I have a large data matrix that I'm trying to reduce to a reasonably sized basis set. The original matrix is 916x225, and I need to reduce the number of variables (its columns) to around 50, but I want to select those that are the most representative of the complete matrix.
Specifically, I want to find a subset S of size - say - 50 variables from all, which leave the least unexplained variance in a regression of all the other variables on S ("most representative").
My current approach is to perform PCA (prcomp
in R), and get the individual columns that are most associated with each principal component. I assume that the original variable with the largest absolute value for its loading (i.e., the largest absolute value in the rotation matrix for each variable), is thus most representative or most correlated with that PC.

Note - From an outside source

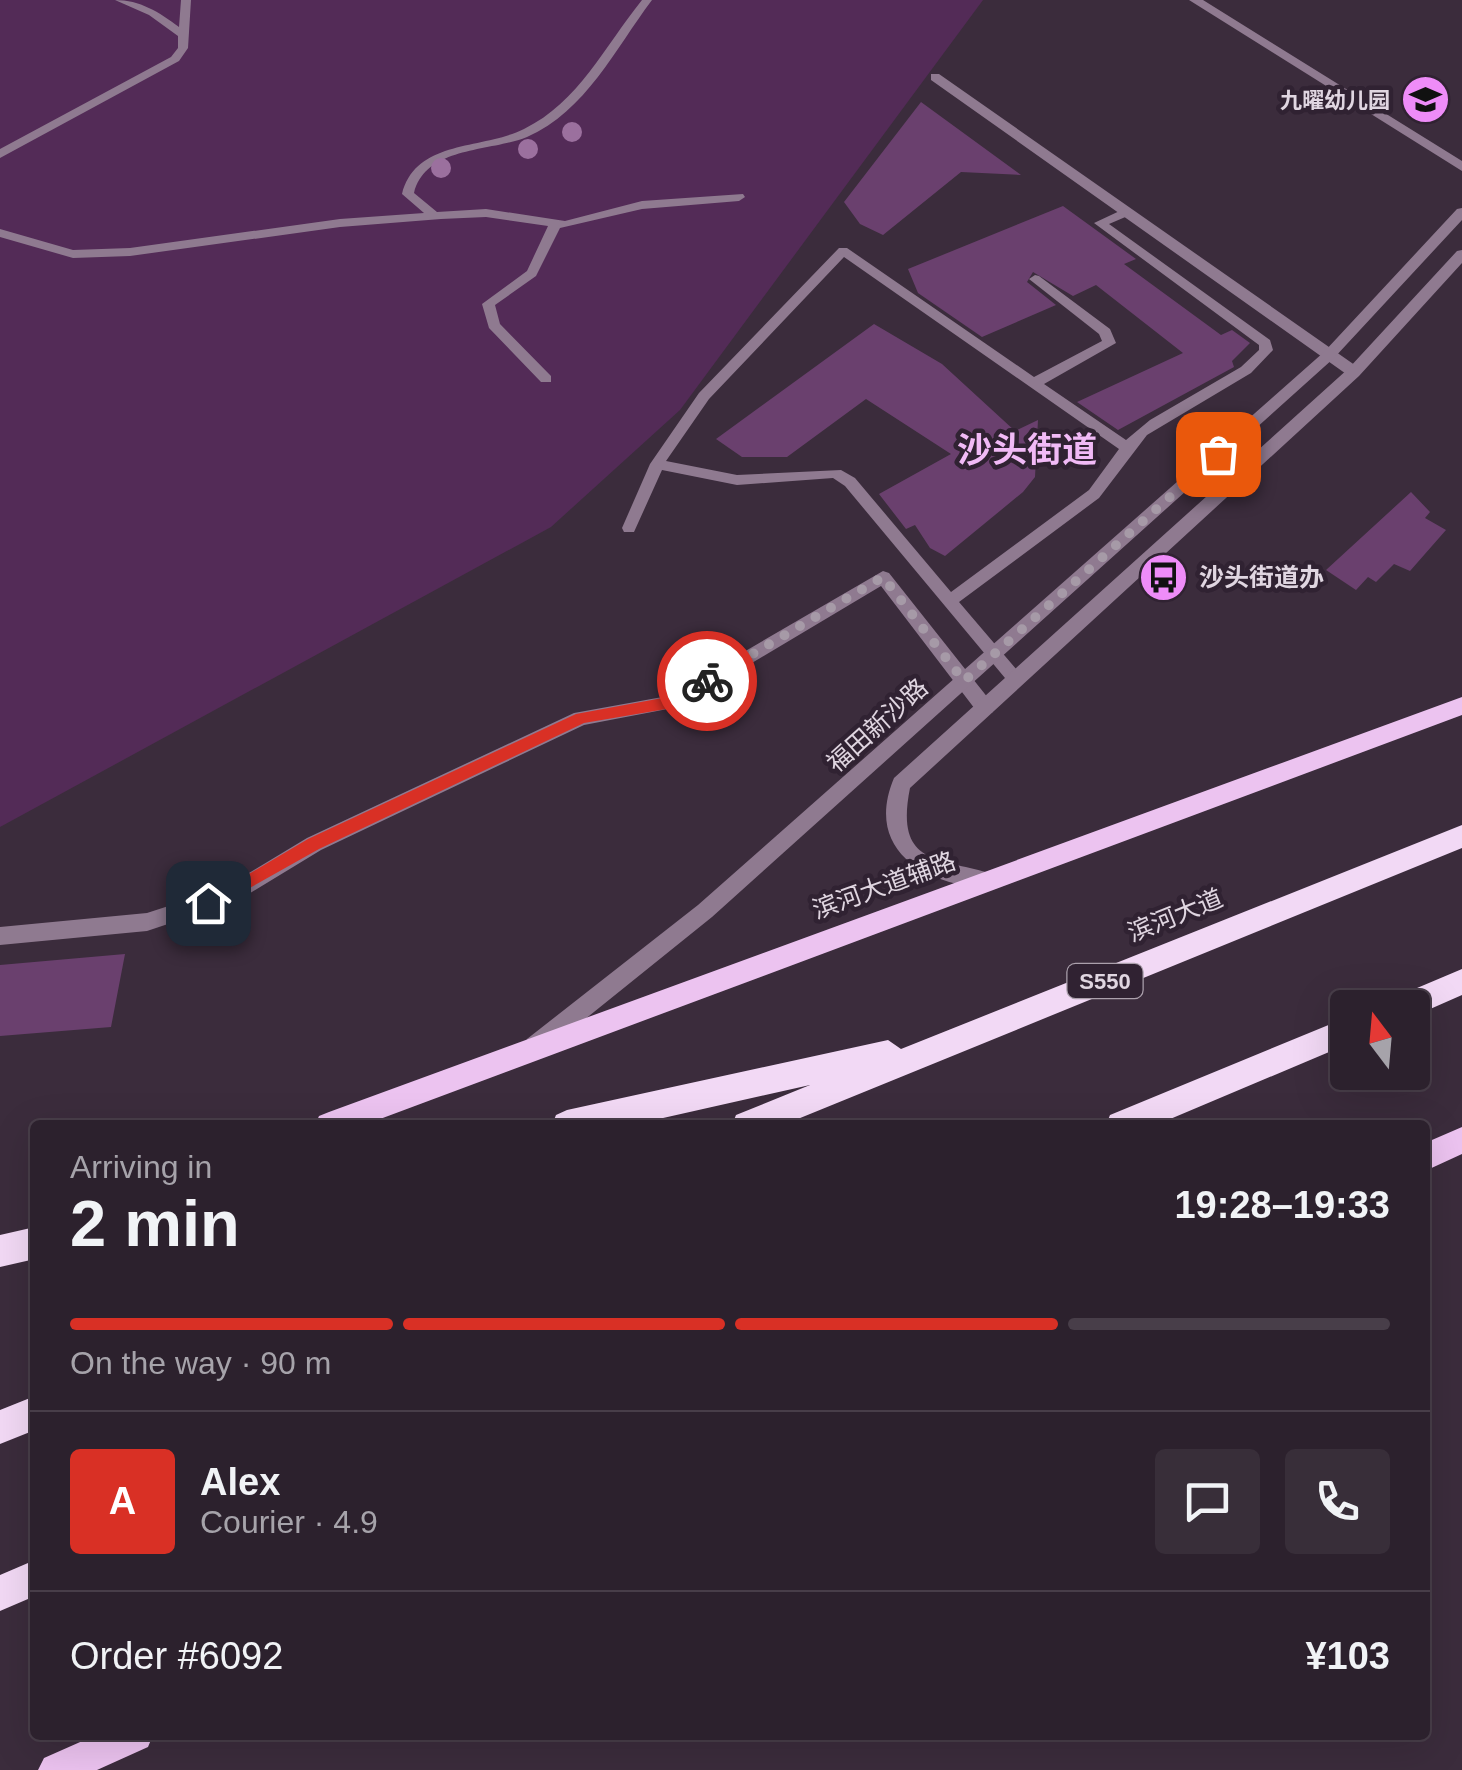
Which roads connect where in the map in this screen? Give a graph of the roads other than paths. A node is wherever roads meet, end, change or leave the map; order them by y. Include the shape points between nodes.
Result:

Am I interpreting this correctly? If not, any additional guidance is appreciated.
Update: From the comments below, I wanted to add this clarifying point in order to help focus any discussion on my intent. I apologize that I did not convey it well in the original question.
Essentially I'm looking for a subset S of size - say - L=50 variables from all, which leave the least unexplained variance in a regression of the other variables on S ("most representative"). My hope was that by using PCA, I could find how many PCs are need for, say, 90% of the variance, then choose the variables that are most correlated with each PC.
I thought of brute force search, too, but haven't tried that since I have 225 variables in my original matrix, and 225 choose 50 comes to about 3*e+50. That might take a very long time to compute all those linear models.